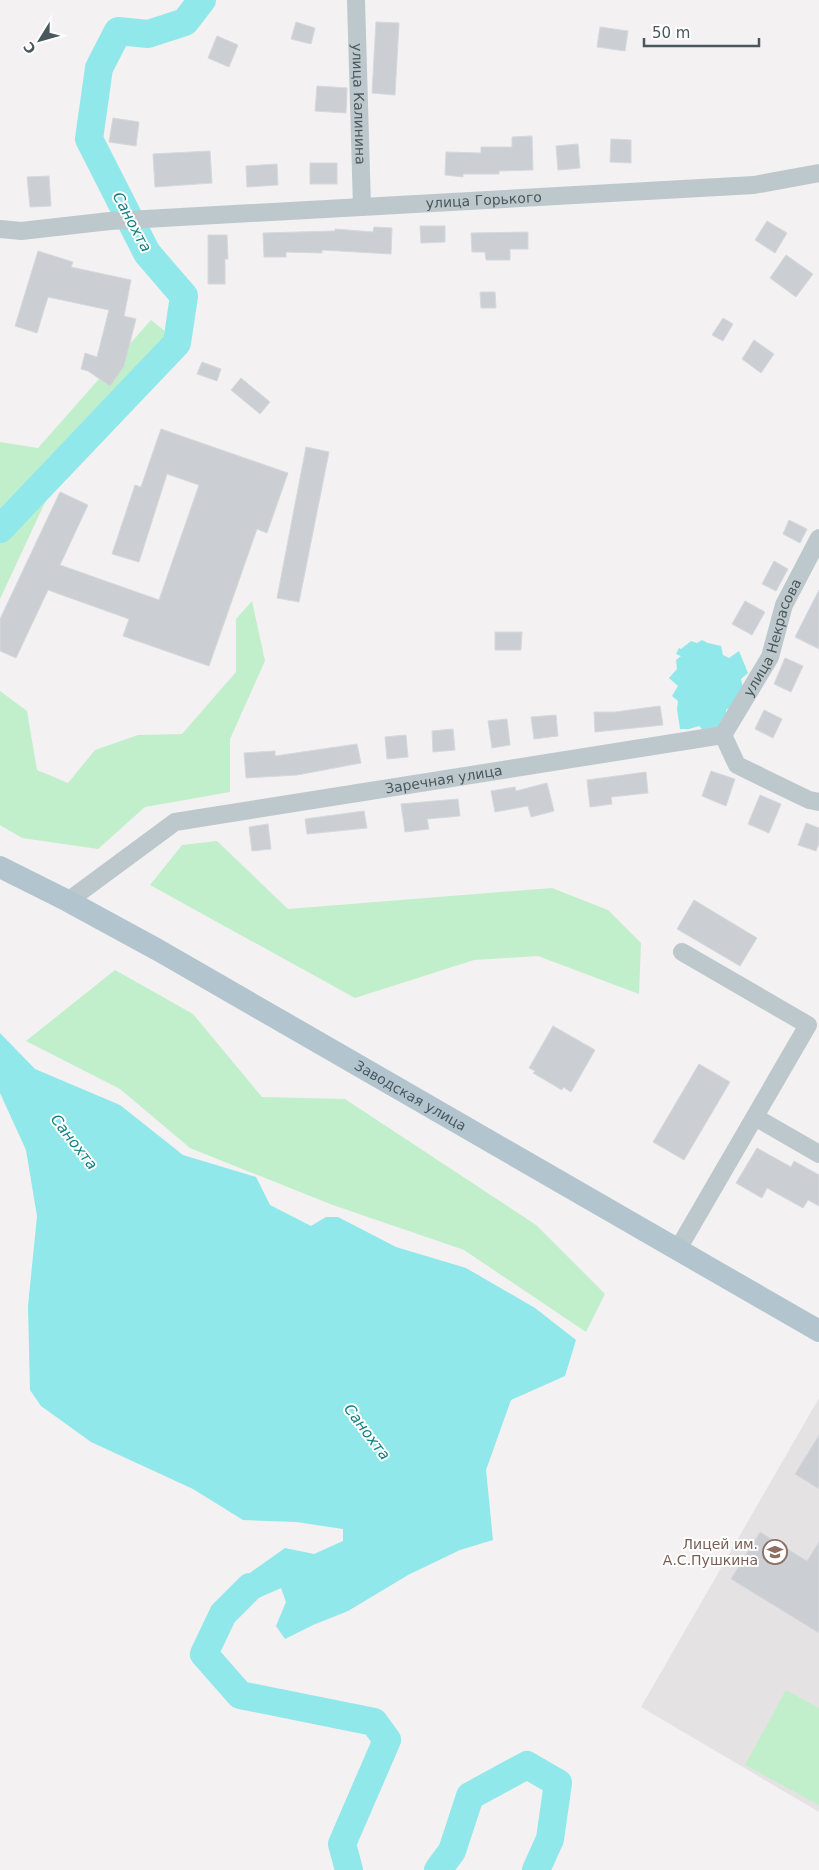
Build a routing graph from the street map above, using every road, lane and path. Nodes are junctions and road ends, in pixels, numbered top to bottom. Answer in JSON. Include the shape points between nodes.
{"nodes":[{"id":1,"x":356,"y":0,"type":"edge"},
{"id":2,"x":818,"y":174,"type":"edge"},
{"id":3,"x":362,"y":207,"type":"junction"},
{"id":4,"x":0,"y":229,"type":"edge"},
{"id":5,"x":819,"y":538,"type":"edge"},
{"id":6,"x":723,"y":735,"type":"junction"},
{"id":7,"x":819,"y":802,"type":"edge"},
{"id":8,"x":0,"y":867,"type":"edge"},
{"id":9,"x":68,"y":901,"type":"junction"},
{"id":10,"x":682,"y":952,"type":"dead end"},
{"id":11,"x":813,"y":1028,"type":"edge"},
{"id":12,"x":755,"y":1117,"type":"junction"},
{"id":13,"x":819,"y":1154,"type":"edge"},
{"id":14,"x":678,"y":1249,"type":"junction"},
{"id":15,"x":819,"y":1331,"type":"edge"}],
"edges":[{"from":1,"to":3,"type":"street","name":"улица Калинина"},
{"from":2,"to":3,"type":"street","name":"улица Горького","via":[[754,185]]},
{"from":3,"to":4,"type":"street","name":"улица Горького","via":[[110,221],[21,231]]},
{"from":5,"to":6,"type":"street","name":"улица Некрасова","via":[[784,605],[770,657]]},
{"from":6,"to":7,"type":"street","via":[[737,765]]},
{"from":6,"to":9,"type":"street","name":"Заречная улица","via":[[175,822]]},
{"from":8,"to":9,"type":"main road","name":"Заводская улица"},
{"from":9,"to":14,"type":"main road","name":"Заводская улица"},
{"from":10,"to":11,"type":"street"},
{"from":11,"to":12,"type":"street"},
{"from":12,"to":13,"type":"street"},
{"from":12,"to":14,"type":"street"},
{"from":14,"to":15,"type":"main road","name":"Заводская улица"}]}
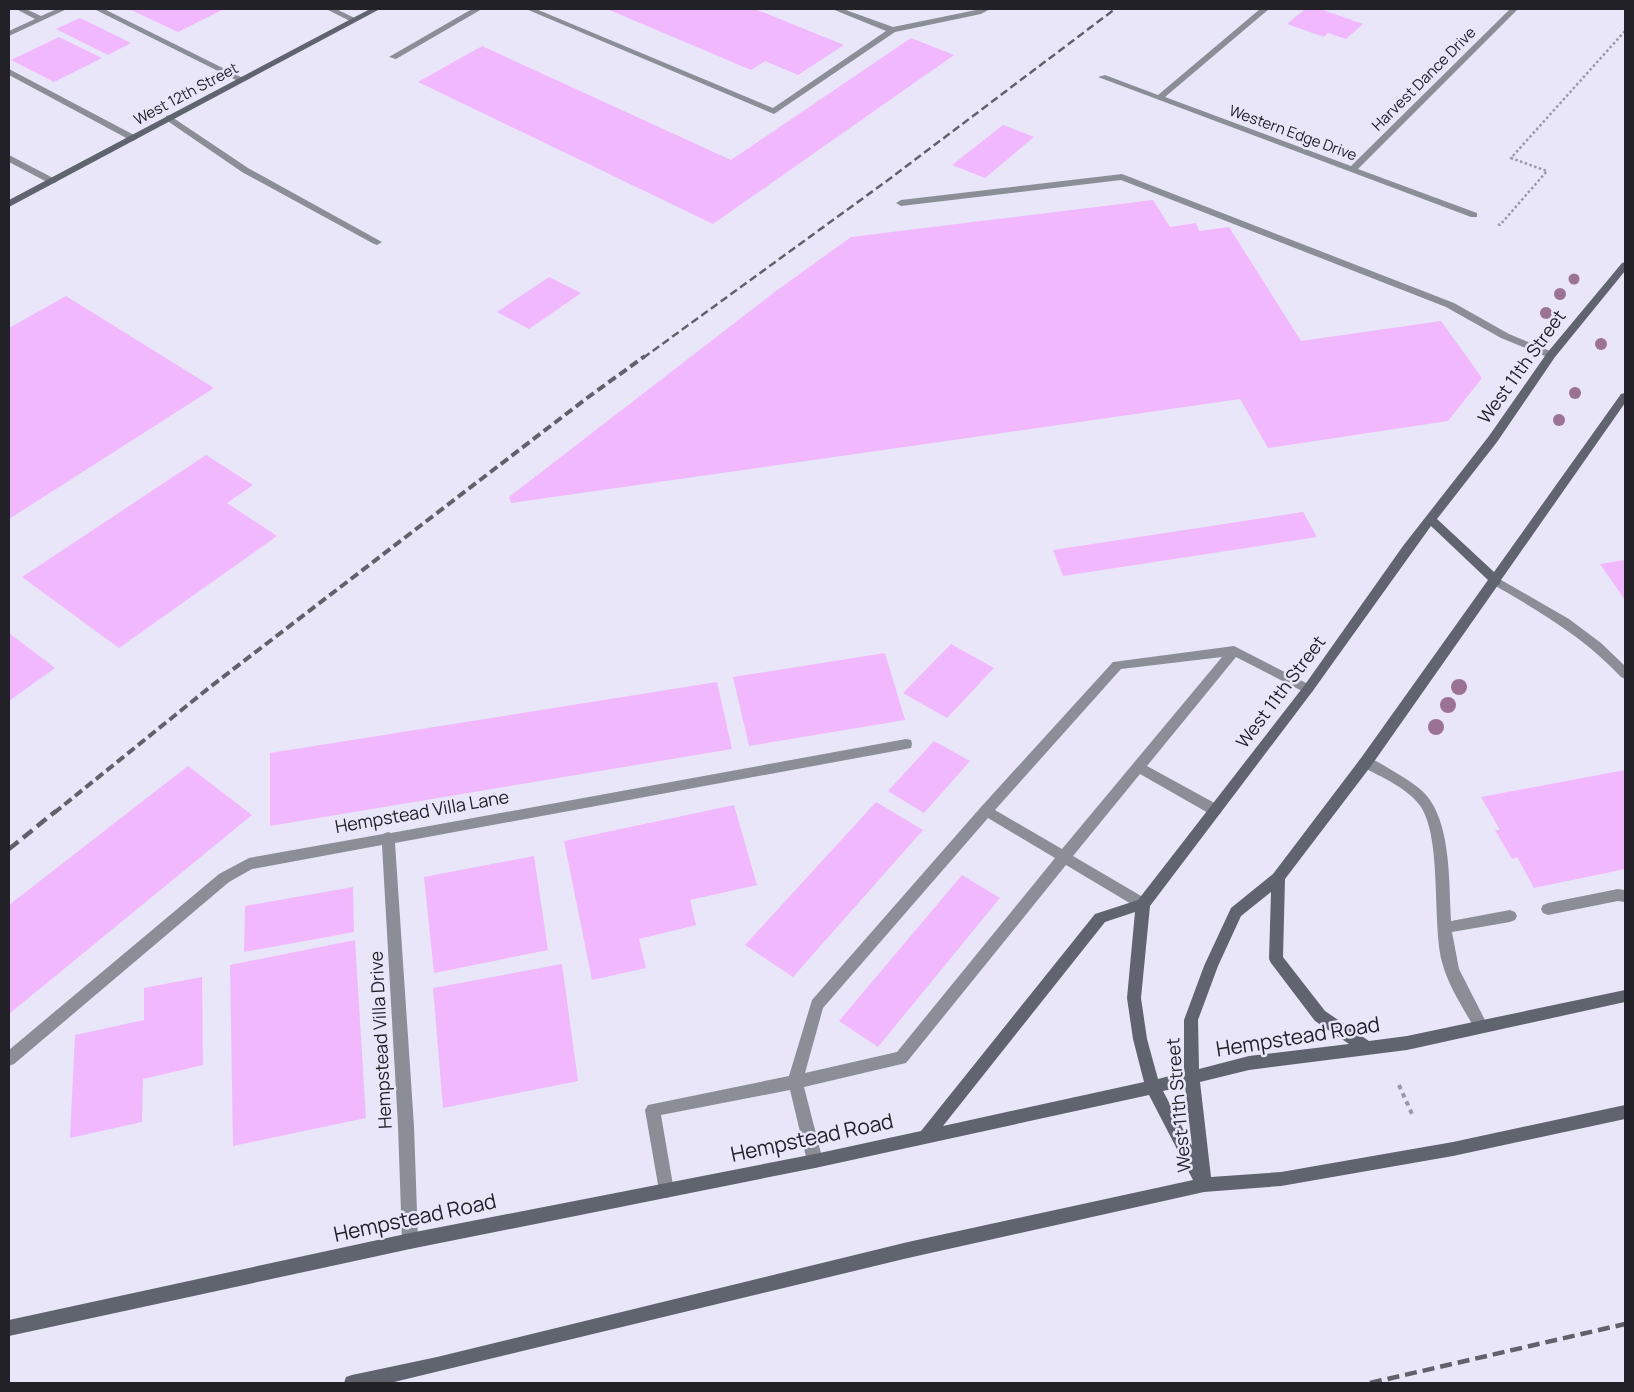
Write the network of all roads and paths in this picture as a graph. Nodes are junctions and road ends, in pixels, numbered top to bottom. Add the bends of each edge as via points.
1 (20, 9) edge
2 (63, 9) edge
3 (98, 9) edge
4 (330, 9) edge
5 (376, 9) edge
6 (478, 9) edge
7 (530, 9) edge
8 (836, 9) edge
9 (986, 9) edge
10 (1265, 9) edge
11 (1514, 9) edge
12 (41, 19) junction
13 (355, 20) junction
14 (892, 30) junction
15 (1625, 31) edge
16 (9, 34) edge
17 (393, 57) dead end
18 (9, 72) edge
19 (1102, 77) dead end
20 (242, 80) junction
21 (1159, 98) junction
22 (169, 118) junction
23 (133, 138) junction
24 (9, 158) edge
25 (1352, 170) junction
26 (52, 181) junction
27 (901, 203) dead end
28 (9, 204) edge
29 (1474, 215) joint
30 (377, 242) dead end
31 (1625, 265) edge
32 (1551, 355) junction
33 (1625, 396) edge
34 (1431, 520) junction
35 (1496, 581) junction
36 (1234, 651) junction
37 (1625, 674) edge
38 (1308, 689) junction
39 (906, 744) dead end
40 (1366, 762) junction
41 (1138, 767) junction
42 (1215, 810) junction
43 (986, 811) junction
44 (388, 837) junction
45 (1064, 857) junction
46 (1278, 878) junction
47 (1625, 896) edge
48 (1143, 904) junction
49 (1548, 909) dead end
50 (1510, 916) dead end
51 (1444, 928) junction
52 (1625, 996) edge
53 (1481, 1026) junction
54 (1369, 1049) junction
55 (9, 1059) edge
56 (1192, 1077) junction
57 (795, 1082) junction
58 (1399, 1085) dead end
59 (1153, 1087) junction
60 (1625, 1112) edge
61 (1412, 1114) dead end
62 (925, 1137) junction
63 (815, 1161) junction
64 (1204, 1184) junction
65 (666, 1191) junction
66 (410, 1241) junction
67 (9, 1328) edge
68 (352, 1383) edge

1 - 12 street
2 - 12 street
3 - 20 street
4 - 13 street
5 - 13 main road, West 12th Street
6 - 17 street
7 - 14 street via 774,112
8 - 14 street
9 - 14 street
10 - 21 street
11 - 25 street, Harvest Dance Drive
12 - 16 street
13 - 20 main road, West 12th Street
15 - 29 path via 1511,158 1547,171 1500,225
18 - 23 street
19 - 21 street, Western Edge Drive
20 - 22 main road, West 12th Street
21 - 25 street, Western Edge Drive
22 - 23 main road, West 12th Street
22 - 30 street via 245,170
23 - 26 main road, West 12th Street
24 - 26 street
25 - 29 street, Western Edge Drive
26 - 28 main road, West 12th Street
27 - 32 street via 1122,177 1450,306 1505,336
31 - 32 main road, West 11th Street
32 - 34 main road, West 11th Street
33 - 35 main road, West 11th Street
34 - 35 main road
34 - 38 main road, West 11th Street
35 - 37 street via 1541,606 1595,643
35 - 40 main road, West 11th Street
36 - 38 street
36 - 41 street
36 - 43 street via 1117,665
38 - 42 main road, West 11th Street
39 - 44 street, Hempstead Villa Lane
40 - 46 main road, West 11th Street
40 - 51 street via 1411,789 1426,804 1433,818
41 - 42 street
41 - 45 street
42 - 48 main road, West 11th Street
43 - 45 street
43 - 57 street via 817,1005
44 - 55 street, Hempstead Villa Lane via 249,864 224,878
44 - 66 street, Hempstead Villa Drive
45 - 48 street
45 - 57 street via 901,1058
46 - 54 main road via 1276,959 1320,1016
46 - 56 main road, West 11th Street via 1236,912 1211,966 1191,1020
47 - 49 street
48 - 59 main road, West 11th Street via 1134,998 1140,1039
48 - 62 main road via 1100,918
50 - 51 street
51 - 53 street via 1449,963
52 - 53 main road, Hempstead Road
53 - 54 main road, Hempstead Road
54 - 56 main road, Hempstead Road via 1249,1063
56 - 59 main road, Hempstead Road
56 - 64 main road, West 11th Street
57 - 63 street
57 - 65 street via 653,1110
58 - 61 path
59 - 62 main road, Hempstead Road
59 - 64 main road, West 11th Street
60 - 64 main road via 1453,1149 1282,1179
62 - 63 main road, Hempstead Road
63 - 65 main road, Hempstead Road
64 - 68 main road via 908,1250 456,1361
65 - 66 main road, Hempstead Road
66 - 67 main road, Hempstead Road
^^^^^^^^
* _REQUIRED WORK_: Reproduce each line above exactly, but not a single picture.

* _RESPONSE BELOW_:
Build a routing graph from the street map above, using every road, lane and path. Nodes are junctions and road ends, in pixels, numbered top to bottom. Answer in JSON. Include the shape points between nodes.
{"nodes":[{"id":1,"x":356,"y":0,"type":"edge"},
{"id":2,"x":818,"y":174,"type":"edge"},
{"id":3,"x":362,"y":207,"type":"junction"},
{"id":4,"x":0,"y":229,"type":"edge"},
{"id":5,"x":819,"y":538,"type":"edge"},
{"id":6,"x":723,"y":735,"type":"junction"},
{"id":7,"x":819,"y":802,"type":"edge"},
{"id":8,"x":0,"y":867,"type":"edge"},
{"id":9,"x":68,"y":901,"type":"junction"},
{"id":10,"x":682,"y":952,"type":"dead end"},
{"id":11,"x":813,"y":1028,"type":"edge"},
{"id":12,"x":755,"y":1117,"type":"junction"},
{"id":13,"x":819,"y":1154,"type":"edge"},
{"id":14,"x":678,"y":1249,"type":"junction"},
{"id":15,"x":819,"y":1331,"type":"edge"}],
"edges":[{"from":1,"to":3,"type":"street","name":"улица Калинина"},
{"from":2,"to":3,"type":"street","name":"улица Горького","via":[[754,185]]},
{"from":3,"to":4,"type":"street","name":"улица Горького","via":[[110,221],[21,231]]},
{"from":5,"to":6,"type":"street","name":"улица Некрасова","via":[[784,605],[770,657]]},
{"from":6,"to":7,"type":"street","via":[[737,765]]},
{"from":6,"to":9,"type":"street","name":"Заречная улица","via":[[175,822]]},
{"from":8,"to":9,"type":"main road","name":"Заводская улица"},
{"from":9,"to":14,"type":"main road","name":"Заводская улица"},
{"from":10,"to":11,"type":"street"},
{"from":11,"to":12,"type":"street"},
{"from":12,"to":13,"type":"street"},
{"from":12,"to":14,"type":"street"},
{"from":14,"to":15,"type":"main road","name":"Заводская улица"}]}
Write the network of all roads and paths in this picture as a graph. Nodes are junctions and road ends, in pixels, numbered top to bottom. Add the bends of each edge as via points.
1 (20, 9) edge
2 (63, 9) edge
3 (98, 9) edge
4 (330, 9) edge
5 (376, 9) edge
6 (478, 9) edge
7 (530, 9) edge
8 (836, 9) edge
9 (986, 9) edge
10 (1265, 9) edge
11 (1514, 9) edge
12 (41, 19) junction
13 (355, 20) junction
14 (892, 30) junction
15 (1625, 31) edge
16 (9, 34) edge
17 (393, 57) dead end
18 (9, 72) edge
19 (1102, 77) dead end
20 (242, 80) junction
21 (1159, 98) junction
22 (169, 118) junction
23 (133, 138) junction
24 (9, 158) edge
25 (1352, 170) junction
26 (52, 181) junction
27 (901, 203) dead end
28 (9, 204) edge
29 (1474, 215) joint
30 (377, 242) dead end
31 (1625, 265) edge
32 (1551, 355) junction
33 (1625, 396) edge
34 (1431, 520) junction
35 (1496, 581) junction
36 (1234, 651) junction
37 (1625, 674) edge
38 (1308, 689) junction
39 (906, 744) dead end
40 (1366, 762) junction
41 (1138, 767) junction
42 (1215, 810) junction
43 (986, 811) junction
44 (388, 837) junction
45 (1064, 857) junction
46 (1278, 878) junction
47 (1625, 896) edge
48 (1143, 904) junction
49 (1548, 909) dead end
50 (1510, 916) dead end
51 (1444, 928) junction
52 (1625, 996) edge
53 (1481, 1026) junction
54 (1369, 1049) junction
55 (9, 1059) edge
56 (1192, 1077) junction
57 (795, 1082) junction
58 (1399, 1085) dead end
59 (1153, 1087) junction
60 (1625, 1112) edge
61 (1412, 1114) dead end
62 (925, 1137) junction
63 (815, 1161) junction
64 (1204, 1184) junction
65 (666, 1191) junction
66 (410, 1241) junction
67 (9, 1328) edge
68 (352, 1383) edge

1 - 12 street
2 - 12 street
3 - 20 street
4 - 13 street
5 - 13 main road, West 12th Street
6 - 17 street
7 - 14 street via 774,112
8 - 14 street
9 - 14 street
10 - 21 street
11 - 25 street, Harvest Dance Drive
12 - 16 street
13 - 20 main road, West 12th Street
15 - 29 path via 1511,158 1547,171 1500,225
18 - 23 street
19 - 21 street, Western Edge Drive
20 - 22 main road, West 12th Street
21 - 25 street, Western Edge Drive
22 - 23 main road, West 12th Street
22 - 30 street via 245,170
23 - 26 main road, West 12th Street
24 - 26 street
25 - 29 street, Western Edge Drive
26 - 28 main road, West 12th Street
27 - 32 street via 1122,177 1450,306 1505,336
31 - 32 main road, West 11th Street
32 - 34 main road, West 11th Street
33 - 35 main road, West 11th Street
34 - 35 main road
34 - 38 main road, West 11th Street
35 - 37 street via 1541,606 1595,643
35 - 40 main road, West 11th Street
36 - 38 street
36 - 41 street
36 - 43 street via 1117,665
38 - 42 main road, West 11th Street
39 - 44 street, Hempstead Villa Lane
40 - 46 main road, West 11th Street
40 - 51 street via 1411,789 1426,804 1433,818
41 - 42 street
41 - 45 street
42 - 48 main road, West 11th Street
43 - 45 street
43 - 57 street via 817,1005
44 - 55 street, Hempstead Villa Lane via 249,864 224,878
44 - 66 street, Hempstead Villa Drive
45 - 48 street
45 - 57 street via 901,1058
46 - 54 main road via 1276,959 1320,1016
46 - 56 main road, West 11th Street via 1236,912 1211,966 1191,1020
47 - 49 street
48 - 59 main road, West 11th Street via 1134,998 1140,1039
48 - 62 main road via 1100,918
50 - 51 street
51 - 53 street via 1449,963
52 - 53 main road, Hempstead Road
53 - 54 main road, Hempstead Road
54 - 56 main road, Hempstead Road via 1249,1063
56 - 59 main road, Hempstead Road
56 - 64 main road, West 11th Street
57 - 63 street
57 - 65 street via 653,1110
58 - 61 path
59 - 62 main road, Hempstead Road
59 - 64 main road, West 11th Street
60 - 64 main road via 1453,1149 1282,1179
62 - 63 main road, Hempstead Road
63 - 65 main road, Hempstead Road
64 - 68 main road via 908,1250 456,1361
65 - 66 main road, Hempstead Road
66 - 67 main road, Hempstead Road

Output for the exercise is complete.